Marshall Schacht said Duval wasn’t only an inspiration to players but also his fellow coaches.

Schacht did his student teaching at SJO in 1993 and joined Glazier as a volunteer baseball coach when Duval led the SJO program.

“It was there that I met two of my mentors and best friends,” he said. “I was hired and added to his football staff that summer and the fun began. While I did not attend SJO and did not have a chance to play for Dick, I have learned so much from him. He has been a coach, a teacher, a father, a brother and a father to me over the years. Perhaps no person has influenced me more in my life.”

Schacht said the 23 years he coached with Duval brought about a lifetime of memories.

“So many great wins and haunting losses. After each one, I was fortunate to be at his side. I loved it when I would be suggesting plays and he would yell, ‘I know’ or, ‘Get away from me,’ and I would slap him on the backside,” Schacht said. “I loved the respect he gave me as an assistant, and I worked to earn that trust. I loved the hugs that we shared that bent his reading glasses. I loved holding his hand during the postgame prayer as we gave thanks for the time and life we shared.”

Schacht said Duval fostered a family atmosphere with his coaching staff, from the postgame coaching parties at his house in Royal and the pregame dinners at Dos Reales to the bond Duval forged with the families of his assistants.

“Our lives together were not all about football,” Schacht said, “but the last loss of the year hurt so much because that marked a temporary pause with hopes for the next season.”

Beckett agreed.

“The other thing about Coach Duval from a football standpoint is the theme of family,” he said. “There has never not been, among the wives and the coaches, a sense of family amongst us. We have gone to each others weddings and celebrations. We had get-togethers during football season. This isn’t just a job. We aren’t looking forward to the season just for football but also to be around each other on a regular basis again.”

Schacht said that Duval was an educator first and a coach second.

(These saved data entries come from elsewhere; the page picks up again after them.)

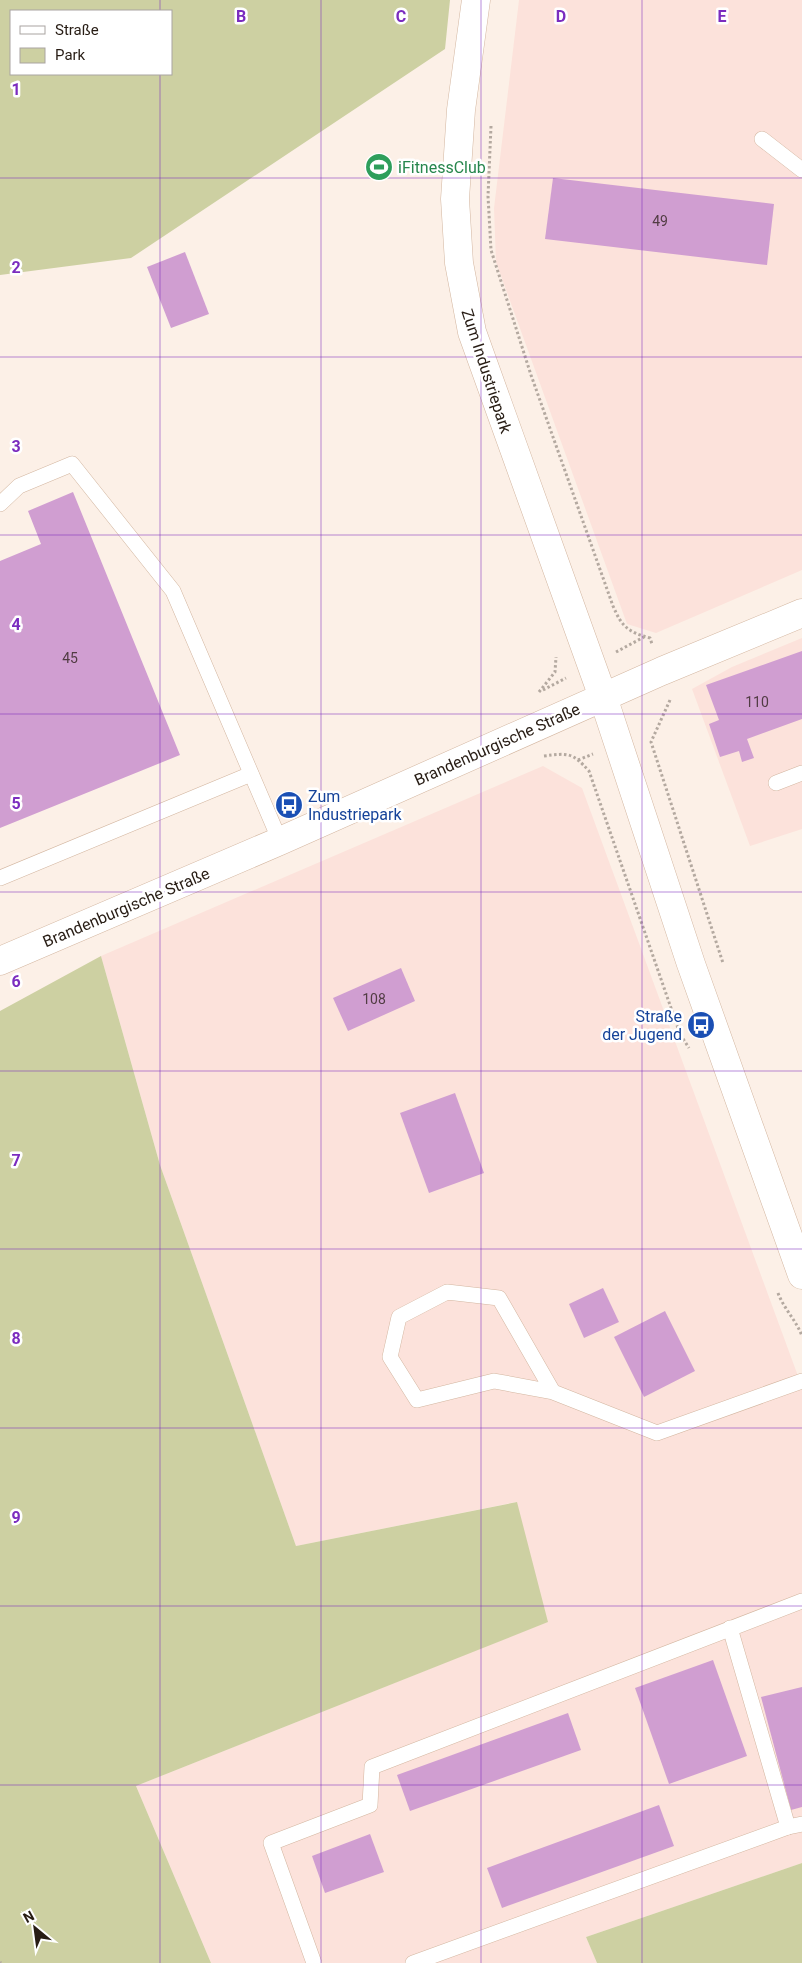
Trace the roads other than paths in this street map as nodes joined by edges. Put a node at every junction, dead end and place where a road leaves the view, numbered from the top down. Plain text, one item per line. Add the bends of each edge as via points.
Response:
1 (476, 0) edge
2 (762, 140) dead end
3 (802, 170) edge
4 (0, 504) edge
5 (802, 613) edge
6 (603, 697) junction
7 (802, 773) edge
8 (251, 774) junction
9 (776, 783) dead end
10 (280, 841) junction
11 (0, 878) edge
12 (0, 961) edge
13 (802, 1275) edge
14 (802, 1381) edge
15 (553, 1392) junction
16 (802, 1600) edge
17 (730, 1628) junction
18 (795, 1825) edge
19 (314, 1963) edge
20 (412, 1963) edge

1 - 6 street, Zum Industriepark via 461,110 455,199 464,298 481,362
2 - 3 lane
4 - 8 lane via 19,486 72,464 173,591
5 - 6 street, Brandenburgische Straße
6 - 10 street, Brandenburgische Straße
6 - 13 street via 691,964
7 - 9 lane
8 - 10 lane
8 - 11 lane
10 - 12 street, Brandenburgische Straße
14 - 15 lane via 657,1434
15 - 15 lane via 499,1298 447,1292 398,1316 390,1357 417,1400 494,1381
16 - 17 lane
17 - 18 lane
17 - 19 lane via 372,1767 370,1805 271,1843
18 - 20 lane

“I have always said that I am a teacher that coaches rather than a coach that teaches. At first, I wasn’t so sure about Dick,” Schacht said. “He was so good at coaching, perhaps I didn’t consider what else he did. As the stories now come out about him, students that never played for him are sharing memories. He personified integrity in that he did so much good when no one was looking. Somehow, he passed that lesson on to his players, too. He never yelled at players. Never demeaned players. Never celebrated the violence of the sport or the failures of an opponent. He had high expectations and taught the players the necessary skills to achieve them.”

Schacht said Duval had a way of making geometry relevant and was patient and methodical in his approach to teaching. After retirement. he was called back into service to teach AP Chemistry. 

“He knew nothing about the subject at first, but he learned as much he could to help the students perform on the test,” Schacht said. “More importantly, he honestly approached the challenge with humility and persistence. The students in that class still talk about the man they learned to love.”